Rob hung up and turned around. When he saw Lori the expression on his face remained weary, lifeless. His jaunty defiance was gone. “Hi,” he said.

“Hi, Rob.” They stared at each other for a few seconds, Lori overwhelmed by a sense of futility. All those years together to end up staring, barely able to speak to each other.

“Kate sent your check this morning,” Rob said.

“I didn’t come for the check. I mean, not only for that.” Looking at Rob’s face, Lori was reminded of a deflated balloon, wrinkled and ready to be discarded. Was he overwhelmed by grief or fear? Both? “Do the police have any news?”

“I expect them to arrest me any minute.”

“Because Valerie’s death made you rich?”

Rob picked up his black pen, twirled it between his fingers, and said nothing.

“I know about Seth. Who else do you owe money to?”

“It doesn’t matter.”

Lori slammed her hand on the glass desk, rattling the plate the sandwich was on. “But it does! The people you owe money to could be suspects. Look, I’m trying to help. I know you didn’t kill Valerie. Talk to me.

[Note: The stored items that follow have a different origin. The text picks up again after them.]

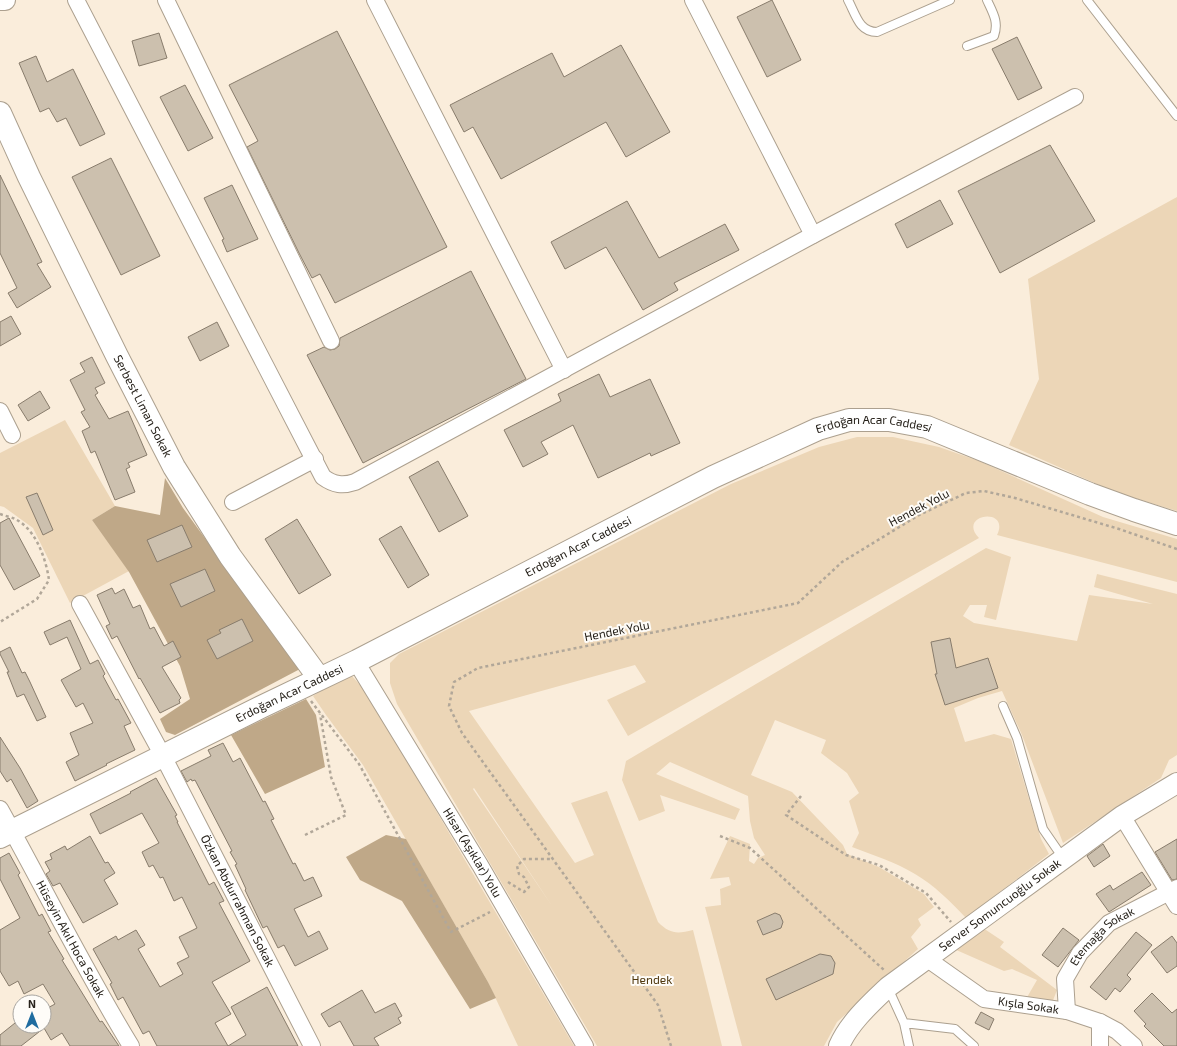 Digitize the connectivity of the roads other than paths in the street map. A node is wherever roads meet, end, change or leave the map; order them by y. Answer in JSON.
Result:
{"nodes":[{"id":1,"x":0,"y":0,"type":"edge"},
{"id":2,"x":5,"y":0,"type":"edge"},
{"id":3,"x":76,"y":0,"type":"edge"},
{"id":4,"x":166,"y":0,"type":"edge"},
{"id":5,"x":375,"y":0,"type":"edge"},
{"id":6,"x":693,"y":0,"type":"edge"},
{"id":7,"x":848,"y":0,"type":"edge"},
{"id":8,"x":950,"y":0,"type":"edge"},
{"id":9,"x":987,"y":0,"type":"edge"},
{"id":10,"x":1087,"y":0,"type":"edge"},
{"id":11,"x":967,"y":46,"type":"dead end"},
{"id":12,"x":1075,"y":97,"type":"dead end"},
{"id":13,"x":0,"y":113,"type":"edge"},
{"id":14,"x":1177,"y":116,"type":"edge"},
{"id":15,"x":813,"y":236,"type":"junction"},
{"id":16,"x":332,"y":341,"type":"dead end"},
{"id":17,"x":564,"y":370,"type":"junction"},
{"id":18,"x":0,"y":411,"type":"edge"},
{"id":19,"x":12,"y":435,"type":"dead end"},
{"id":20,"x":315,"y":459,"type":"junction"},
{"id":21,"x":233,"y":502,"type":"dead end"},
{"id":22,"x":1177,"y":524,"type":"edge"},
{"id":23,"x":80,"y":604,"type":"dead end"},
{"id":24,"x":357,"y":661,"type":"junction"},
{"id":25,"x":310,"y":683,"type":"junction"},
{"id":26,"x":1003,"y":706,"type":"dead end"},
{"id":27,"x":163,"y":756,"type":"junction"},
{"id":28,"x":1177,"y":783,"type":"edge"},
{"id":29,"x":0,"y":809,"type":"edge"},
{"id":30,"x":1122,"y":816,"type":"junction"},
{"id":31,"x":6,"y":834,"type":"edge"},
{"id":32,"x":1063,"y":858,"type":"junction"},
{"id":33,"x":1172,"y":890,"type":"edge"},
{"id":34,"x":1177,"y":906,"type":"edge"},
{"id":35,"x":926,"y":958,"type":"junction"},
{"id":36,"x":892,"y":984,"type":"junction"},
{"id":37,"x":1067,"y":1011,"type":"junction"},
{"id":38,"x":1100,"y":1022,"type":"junction"},
{"id":39,"x":904,"y":1023,"type":"junction"},
{"id":40,"x":131,"y":1046,"type":"edge"},
{"id":41,"x":312,"y":1046,"type":"edge"},
{"id":42,"x":585,"y":1046,"type":"edge"},
{"id":43,"x":840,"y":1046,"type":"edge"},
{"id":44,"x":910,"y":1046,"type":"edge"},
{"id":45,"x":974,"y":1046,"type":"edge"},
{"id":46,"x":1100,"y":1046,"type":"edge"},
{"id":47,"x":1134,"y":1046,"type":"edge"}],
"edges":[{"from":1,"to":2,"type":"street"},
{"from":3,"to":20,"type":"street"},
{"from":4,"to":16,"type":"street"},
{"from":5,"to":17,"type":"street"},
{"from":6,"to":15,"type":"street"},
{"from":7,"to":8,"type":"lane"},
{"from":9,"to":11,"type":"lane"},
{"from":10,"to":14,"type":"lane"},
{"from":12,"to":15,"type":"street"},
{"from":13,"to":25,"type":"main road","name":"Serbest Liman Sokak"},
{"from":15,"to":17,"type":"street"},
{"from":17,"to":20,"type":"street"},
{"from":18,"to":19,"type":"street"},
{"from":20,"to":21,"type":"street"},
{"from":22,"to":24,"type":"main road","name":"Erdoğan Acar Caddesi"},
{"from":23,"to":27,"type":"street","name":"Özkan Abdurrahman Sokak"},
{"from":24,"to":25,"type":"main road","name":"Erdoğan Acar Caddesi"},
{"from":24,"to":42,"type":"street","name":"Hisar (Aşıklar) Yolu"},
{"from":25,"to":27,"type":"main road","name":"Erdoğan Acar Caddesi"},
{"from":26,"to":32,"type":"lane"},
{"from":27,"to":31,"type":"main road","name":"Erdoğan Acar Caddesi"},
{"from":27,"to":41,"type":"street","name":"Özkan Abdurrahman Sokak"},
{"from":28,"to":30,"type":"street","name":"Server Somuncuoğlu Sokak"},
{"from":29,"to":31,"type":"street","name":"Hüseyin Akıl Hoca Sokak"},
{"from":30,"to":32,"type":"street","name":"Server Somuncuoğlu Sokak"},
{"from":30,"to":33,"type":"street"},
{"from":31,"to":40,"type":"street","name":"Hüseyin Akıl Hoca Sokak"},
{"from":32,"to":35,"type":"street","name":"Server Somuncuoğlu Sokak"},
{"from":33,"to":34,"type":"street"},
{"from":33,"to":37,"type":"street","name":"Etemağa Sokak"},
{"from":35,"to":36,"type":"street","name":"Server Somuncuoğlu Sokak"},
{"from":35,"to":37,"type":"street","name":"Kışla Sokak"},
{"from":36,"to":39,"type":"lane"},
{"from":36,"to":43,"type":"street","name":"Server Somuncuoğlu Sokak"},
{"from":37,"to":38,"type":"street","name":"Kışla Sokak"},
{"from":38,"to":46,"type":"street"},
{"from":38,"to":47,"type":"street","name":"Kışla Sokak"},
{"from":39,"to":44,"type":"lane"},
{"from":39,"to":45,"type":"lane"}]}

Maybe together we can point the finger away from you.”

Rob put the pen down, picked up a pencil.

“Please, Rob, for Jessica’s sake, don’t stonewall me.”

His fingers now twirled the pencil. “What do you want to know?”

“About Waterside Properties. About being in debt and not paying back your investors. About claiming someone was trying to kill you and then denying it. About rushing to write a will.”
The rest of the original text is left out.